When I returned to Sweden after my year’s fellowship in Australia, I set up the country’s first microsurgical service at Sahlgrenska University Hospital as planned. For such a service you need to have a minimum of two surgeons comprehensively trained in the field, so to give microsurgery a flying start I asked Dr Richard Hamilton if he would join me in Sweden.

In Gothenburg we continued our research into the new breast reconstruction technique using in vitro angiography to ascertain that the blood supply provided by the inferior epigastric artery would be adequate to keep the island flap viable. We raised an abdominoplasty flap in the cadaver laboratory, cannulated the deep inferior epigastric artery and injected barium sulfate. Under x-ray it was clear that the barium sulfate was evenly distributed throughout the tissue. This confirmed the feasibility of our approach—all that remained was to put it to the test in the theatre (Figure 5).

Fig 5
Fig 5.Left, Plastic Surgery Department, Sahlgrenska Hospital, Gothenburg. Centre, Dr Ingemar Fogdestam in the hospital operating theatre. Right, Lifting a flap; the deep inferior epigastric vessel is clearly visible (photograph by Richard Hamilton).

In late 1978 Associate Professor Hans Holmström, second in charge of our unit under Johanson, instructed us to perform the procedure on two patients who had recently undergone radical mastectomy for breast cancer. So in December, with Holmström present, we attempted the first breast reconstruction using a free abdominoplasty flap. Naturally we used instruments we had brought with us from Australia: the O’Brien clamp (which I had modified so that it was double-ended), the O’Brien needle holder and jeweller’s forceps no 2 and no 5 (specified by O’Brien).12

Unfortunately, the patients were not ideal for such a pioneering operation, being irradiated Halsted radical mastectomy patients. The first procedure was a failure because of venous thrombosis in one of the patient’s anastomosed veins. However, the second operation in 1979 was a complete success. The work we had done in Australia—the clinical microsurgery at St Vincent’s and the anatomical research in the hospital laboratory—had led to a breakthrough operation in Sweden (Figure 6). The new procedure would change breast reconstruction from an operation that was so taxing and uncertain as to be rarely carried out, to one that was so straightforward that it would soon be performed routinely all over the world. It should be noted that it preceded the pedicled TRAM flap by some two years.13

Fig 6
Fig 6.Richard Hamilton performing microsurgery at Sahlgrenska Hospital assisted by Ingemar Fogdestam (extreme right, hidden by the operating microscope), while Hans Holmström (left) observes through the split-beam observation tube.

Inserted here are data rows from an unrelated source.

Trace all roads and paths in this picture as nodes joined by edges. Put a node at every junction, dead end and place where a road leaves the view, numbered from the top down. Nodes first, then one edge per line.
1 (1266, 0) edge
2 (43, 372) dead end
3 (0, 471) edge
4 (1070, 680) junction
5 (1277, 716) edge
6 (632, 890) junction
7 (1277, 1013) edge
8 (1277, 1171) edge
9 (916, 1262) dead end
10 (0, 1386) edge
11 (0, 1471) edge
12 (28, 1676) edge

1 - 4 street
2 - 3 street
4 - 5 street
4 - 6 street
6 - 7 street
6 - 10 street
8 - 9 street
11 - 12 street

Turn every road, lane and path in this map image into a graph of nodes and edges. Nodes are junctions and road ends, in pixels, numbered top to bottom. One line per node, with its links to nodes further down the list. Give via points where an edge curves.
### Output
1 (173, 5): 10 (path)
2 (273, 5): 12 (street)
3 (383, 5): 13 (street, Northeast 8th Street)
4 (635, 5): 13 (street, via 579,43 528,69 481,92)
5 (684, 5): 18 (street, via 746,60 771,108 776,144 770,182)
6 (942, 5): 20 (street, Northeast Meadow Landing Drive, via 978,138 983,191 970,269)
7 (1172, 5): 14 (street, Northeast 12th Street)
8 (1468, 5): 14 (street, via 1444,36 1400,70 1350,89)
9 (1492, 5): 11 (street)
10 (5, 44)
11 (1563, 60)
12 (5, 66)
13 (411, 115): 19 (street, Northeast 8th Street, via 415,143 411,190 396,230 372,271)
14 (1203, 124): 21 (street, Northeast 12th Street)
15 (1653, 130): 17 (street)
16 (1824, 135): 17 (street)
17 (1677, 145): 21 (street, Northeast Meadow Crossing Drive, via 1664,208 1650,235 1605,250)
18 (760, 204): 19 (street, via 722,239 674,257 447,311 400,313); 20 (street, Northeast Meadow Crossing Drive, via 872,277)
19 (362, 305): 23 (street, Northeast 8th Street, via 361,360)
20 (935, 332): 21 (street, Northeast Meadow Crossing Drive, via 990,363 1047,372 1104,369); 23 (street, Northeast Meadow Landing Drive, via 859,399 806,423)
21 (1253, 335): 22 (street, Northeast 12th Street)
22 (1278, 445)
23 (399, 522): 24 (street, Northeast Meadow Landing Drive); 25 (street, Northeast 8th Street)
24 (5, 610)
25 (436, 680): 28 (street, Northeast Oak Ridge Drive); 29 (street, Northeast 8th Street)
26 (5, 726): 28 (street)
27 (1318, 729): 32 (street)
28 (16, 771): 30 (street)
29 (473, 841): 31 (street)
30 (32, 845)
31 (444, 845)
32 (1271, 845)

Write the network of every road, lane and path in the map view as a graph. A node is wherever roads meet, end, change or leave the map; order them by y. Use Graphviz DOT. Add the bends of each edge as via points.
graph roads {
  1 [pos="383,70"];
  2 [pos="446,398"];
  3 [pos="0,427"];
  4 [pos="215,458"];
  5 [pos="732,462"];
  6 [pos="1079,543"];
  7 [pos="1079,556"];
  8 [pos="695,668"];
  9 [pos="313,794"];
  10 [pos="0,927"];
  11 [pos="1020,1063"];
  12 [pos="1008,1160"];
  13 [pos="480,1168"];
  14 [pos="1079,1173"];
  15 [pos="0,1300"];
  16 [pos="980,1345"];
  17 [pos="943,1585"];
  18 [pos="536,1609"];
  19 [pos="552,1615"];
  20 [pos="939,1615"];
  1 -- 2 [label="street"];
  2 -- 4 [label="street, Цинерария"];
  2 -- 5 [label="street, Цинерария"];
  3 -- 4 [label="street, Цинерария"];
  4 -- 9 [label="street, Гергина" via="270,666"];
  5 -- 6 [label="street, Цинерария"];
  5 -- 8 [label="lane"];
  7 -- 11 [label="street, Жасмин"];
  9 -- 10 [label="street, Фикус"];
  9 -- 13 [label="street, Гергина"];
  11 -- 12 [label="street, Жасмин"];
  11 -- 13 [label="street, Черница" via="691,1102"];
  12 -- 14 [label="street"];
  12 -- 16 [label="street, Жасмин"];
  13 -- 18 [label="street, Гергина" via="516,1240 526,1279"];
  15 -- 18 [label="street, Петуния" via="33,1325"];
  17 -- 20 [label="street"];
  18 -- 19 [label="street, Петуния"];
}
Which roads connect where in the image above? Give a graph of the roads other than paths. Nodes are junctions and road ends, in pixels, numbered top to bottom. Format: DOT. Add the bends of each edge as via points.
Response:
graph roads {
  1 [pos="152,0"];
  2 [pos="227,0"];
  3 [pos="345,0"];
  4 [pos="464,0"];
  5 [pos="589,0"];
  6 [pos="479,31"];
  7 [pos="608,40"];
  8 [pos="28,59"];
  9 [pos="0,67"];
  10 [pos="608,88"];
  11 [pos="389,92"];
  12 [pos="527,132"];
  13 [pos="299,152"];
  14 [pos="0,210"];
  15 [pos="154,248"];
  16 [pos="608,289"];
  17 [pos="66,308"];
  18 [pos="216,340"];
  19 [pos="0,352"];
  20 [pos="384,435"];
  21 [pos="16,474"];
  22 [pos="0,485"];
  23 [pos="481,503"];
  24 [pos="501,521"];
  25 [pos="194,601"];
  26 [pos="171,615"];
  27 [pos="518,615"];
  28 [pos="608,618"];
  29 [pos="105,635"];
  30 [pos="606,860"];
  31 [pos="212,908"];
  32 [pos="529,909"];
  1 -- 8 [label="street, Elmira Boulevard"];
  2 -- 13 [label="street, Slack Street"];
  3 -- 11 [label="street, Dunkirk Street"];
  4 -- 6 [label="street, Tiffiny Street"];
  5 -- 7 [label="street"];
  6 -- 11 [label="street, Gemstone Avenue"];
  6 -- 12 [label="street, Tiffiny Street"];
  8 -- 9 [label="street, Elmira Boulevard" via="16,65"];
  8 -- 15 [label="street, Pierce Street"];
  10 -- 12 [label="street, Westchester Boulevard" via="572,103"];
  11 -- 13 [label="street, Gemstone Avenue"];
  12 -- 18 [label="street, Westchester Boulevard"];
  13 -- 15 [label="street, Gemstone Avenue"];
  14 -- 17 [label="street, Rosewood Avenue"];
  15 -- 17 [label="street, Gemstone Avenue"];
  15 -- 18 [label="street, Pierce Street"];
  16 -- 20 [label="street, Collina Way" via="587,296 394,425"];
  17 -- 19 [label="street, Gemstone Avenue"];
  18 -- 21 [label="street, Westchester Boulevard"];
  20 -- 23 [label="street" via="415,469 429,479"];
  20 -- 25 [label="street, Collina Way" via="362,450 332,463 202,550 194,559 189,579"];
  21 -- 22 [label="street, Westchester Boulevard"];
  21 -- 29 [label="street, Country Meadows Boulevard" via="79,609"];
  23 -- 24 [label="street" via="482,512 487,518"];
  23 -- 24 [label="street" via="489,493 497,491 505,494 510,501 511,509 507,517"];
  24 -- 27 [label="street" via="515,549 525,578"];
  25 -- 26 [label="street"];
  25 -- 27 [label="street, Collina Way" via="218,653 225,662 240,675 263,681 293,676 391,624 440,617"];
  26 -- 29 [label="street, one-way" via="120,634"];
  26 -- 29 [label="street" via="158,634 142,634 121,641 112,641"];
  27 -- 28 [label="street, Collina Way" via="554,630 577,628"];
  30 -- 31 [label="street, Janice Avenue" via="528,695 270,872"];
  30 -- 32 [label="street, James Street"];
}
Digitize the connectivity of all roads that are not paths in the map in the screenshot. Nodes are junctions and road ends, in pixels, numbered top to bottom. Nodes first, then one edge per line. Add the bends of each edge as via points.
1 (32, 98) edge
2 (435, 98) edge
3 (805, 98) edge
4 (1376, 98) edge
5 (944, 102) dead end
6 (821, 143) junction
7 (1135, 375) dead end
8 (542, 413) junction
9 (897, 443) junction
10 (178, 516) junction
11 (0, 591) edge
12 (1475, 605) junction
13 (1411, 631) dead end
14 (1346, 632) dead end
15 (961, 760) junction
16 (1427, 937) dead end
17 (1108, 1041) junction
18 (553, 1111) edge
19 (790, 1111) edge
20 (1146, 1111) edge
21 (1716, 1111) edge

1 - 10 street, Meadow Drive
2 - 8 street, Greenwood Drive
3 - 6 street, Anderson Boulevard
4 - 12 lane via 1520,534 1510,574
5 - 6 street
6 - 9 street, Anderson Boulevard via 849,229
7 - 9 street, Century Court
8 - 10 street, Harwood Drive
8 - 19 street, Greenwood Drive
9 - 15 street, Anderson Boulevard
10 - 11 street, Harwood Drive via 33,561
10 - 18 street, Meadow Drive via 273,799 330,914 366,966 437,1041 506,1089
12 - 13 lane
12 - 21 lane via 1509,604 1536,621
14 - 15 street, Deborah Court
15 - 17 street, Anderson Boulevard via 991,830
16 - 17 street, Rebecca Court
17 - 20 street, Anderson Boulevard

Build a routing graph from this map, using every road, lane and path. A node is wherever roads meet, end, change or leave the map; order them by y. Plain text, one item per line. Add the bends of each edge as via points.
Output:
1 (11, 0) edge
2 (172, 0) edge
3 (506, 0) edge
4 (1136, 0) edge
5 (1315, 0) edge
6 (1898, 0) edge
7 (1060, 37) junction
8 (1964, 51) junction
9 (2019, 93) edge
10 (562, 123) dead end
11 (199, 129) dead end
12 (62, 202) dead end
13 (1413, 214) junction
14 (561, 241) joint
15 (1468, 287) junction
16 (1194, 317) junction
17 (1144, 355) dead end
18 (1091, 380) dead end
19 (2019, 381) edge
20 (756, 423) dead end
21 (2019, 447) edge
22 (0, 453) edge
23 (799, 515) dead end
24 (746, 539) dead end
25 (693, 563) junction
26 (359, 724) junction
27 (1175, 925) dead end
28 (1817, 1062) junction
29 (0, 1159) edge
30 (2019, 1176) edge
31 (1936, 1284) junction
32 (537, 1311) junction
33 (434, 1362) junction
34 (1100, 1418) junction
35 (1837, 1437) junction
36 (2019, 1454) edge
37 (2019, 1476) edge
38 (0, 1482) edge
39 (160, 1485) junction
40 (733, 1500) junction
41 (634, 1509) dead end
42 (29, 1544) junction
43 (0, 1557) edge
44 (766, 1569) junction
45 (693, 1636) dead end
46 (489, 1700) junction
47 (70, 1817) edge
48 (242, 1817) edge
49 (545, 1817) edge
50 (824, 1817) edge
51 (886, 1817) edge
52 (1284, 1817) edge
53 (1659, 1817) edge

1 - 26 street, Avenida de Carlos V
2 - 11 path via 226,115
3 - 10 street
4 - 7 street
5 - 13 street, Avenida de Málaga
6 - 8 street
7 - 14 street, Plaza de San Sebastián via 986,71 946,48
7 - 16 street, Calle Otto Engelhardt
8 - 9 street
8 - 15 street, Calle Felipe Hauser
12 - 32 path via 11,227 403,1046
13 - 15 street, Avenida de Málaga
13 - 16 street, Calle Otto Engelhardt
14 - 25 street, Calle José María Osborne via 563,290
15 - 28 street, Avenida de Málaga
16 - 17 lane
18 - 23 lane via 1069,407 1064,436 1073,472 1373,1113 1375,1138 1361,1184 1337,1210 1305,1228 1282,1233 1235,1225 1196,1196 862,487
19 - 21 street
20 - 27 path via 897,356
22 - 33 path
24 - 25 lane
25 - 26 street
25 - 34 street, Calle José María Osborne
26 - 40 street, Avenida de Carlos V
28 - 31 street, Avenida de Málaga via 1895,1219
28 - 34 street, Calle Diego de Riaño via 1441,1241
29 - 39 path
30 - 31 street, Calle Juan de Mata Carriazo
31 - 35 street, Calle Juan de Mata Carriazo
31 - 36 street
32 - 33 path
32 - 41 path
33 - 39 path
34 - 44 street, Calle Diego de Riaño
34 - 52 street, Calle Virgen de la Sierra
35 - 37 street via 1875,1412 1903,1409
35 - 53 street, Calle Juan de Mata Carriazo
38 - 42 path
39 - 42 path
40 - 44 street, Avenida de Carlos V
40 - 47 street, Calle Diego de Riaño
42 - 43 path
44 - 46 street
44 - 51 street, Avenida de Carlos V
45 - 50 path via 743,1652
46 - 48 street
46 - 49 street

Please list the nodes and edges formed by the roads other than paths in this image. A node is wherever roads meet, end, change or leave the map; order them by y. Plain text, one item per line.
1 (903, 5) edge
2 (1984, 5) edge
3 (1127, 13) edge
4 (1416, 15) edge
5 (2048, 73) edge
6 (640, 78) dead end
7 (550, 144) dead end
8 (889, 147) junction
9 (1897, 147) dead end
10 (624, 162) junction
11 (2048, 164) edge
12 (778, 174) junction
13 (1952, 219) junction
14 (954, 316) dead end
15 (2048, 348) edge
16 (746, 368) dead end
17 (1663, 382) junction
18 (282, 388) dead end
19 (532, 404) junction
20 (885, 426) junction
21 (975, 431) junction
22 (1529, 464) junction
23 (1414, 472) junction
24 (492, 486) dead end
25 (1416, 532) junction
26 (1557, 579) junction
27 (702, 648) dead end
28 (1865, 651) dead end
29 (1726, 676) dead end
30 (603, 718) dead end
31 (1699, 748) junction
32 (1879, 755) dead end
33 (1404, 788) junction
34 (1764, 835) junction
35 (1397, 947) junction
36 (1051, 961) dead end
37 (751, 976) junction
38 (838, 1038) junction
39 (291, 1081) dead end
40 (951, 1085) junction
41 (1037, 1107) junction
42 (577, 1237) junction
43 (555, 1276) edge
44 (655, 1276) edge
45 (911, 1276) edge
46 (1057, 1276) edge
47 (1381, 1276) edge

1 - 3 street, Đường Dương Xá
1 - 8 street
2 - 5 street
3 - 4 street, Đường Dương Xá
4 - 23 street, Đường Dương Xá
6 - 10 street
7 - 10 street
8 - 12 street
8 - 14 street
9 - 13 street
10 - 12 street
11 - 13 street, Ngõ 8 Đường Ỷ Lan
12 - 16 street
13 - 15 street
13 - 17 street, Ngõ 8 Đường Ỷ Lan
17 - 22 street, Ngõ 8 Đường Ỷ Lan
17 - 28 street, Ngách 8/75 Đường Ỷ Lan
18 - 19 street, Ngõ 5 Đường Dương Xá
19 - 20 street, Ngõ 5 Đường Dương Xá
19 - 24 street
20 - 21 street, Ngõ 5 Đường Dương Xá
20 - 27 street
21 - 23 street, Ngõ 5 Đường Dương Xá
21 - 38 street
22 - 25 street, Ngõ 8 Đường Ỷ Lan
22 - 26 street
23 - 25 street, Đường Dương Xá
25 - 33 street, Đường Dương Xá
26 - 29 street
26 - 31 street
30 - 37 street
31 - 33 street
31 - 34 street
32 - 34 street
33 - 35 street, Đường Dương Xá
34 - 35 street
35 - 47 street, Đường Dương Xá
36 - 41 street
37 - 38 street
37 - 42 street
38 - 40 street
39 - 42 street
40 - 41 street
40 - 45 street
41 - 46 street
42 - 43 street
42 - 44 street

Until now, there has been little understanding of the Australian contribution to this pioneering operation and the work done by Hamilton and myself.14 Hopefully in the 40th anniversary year of this historic operation, this perspective—in a new Australasian journal—will go some way towards providing the hidden story behind the procedure and Australia’s important contribution will finally be understood.


The authors have no conflicts of interest to disclose.


The authors received no financial support for the research, authorship and/or publication of this article.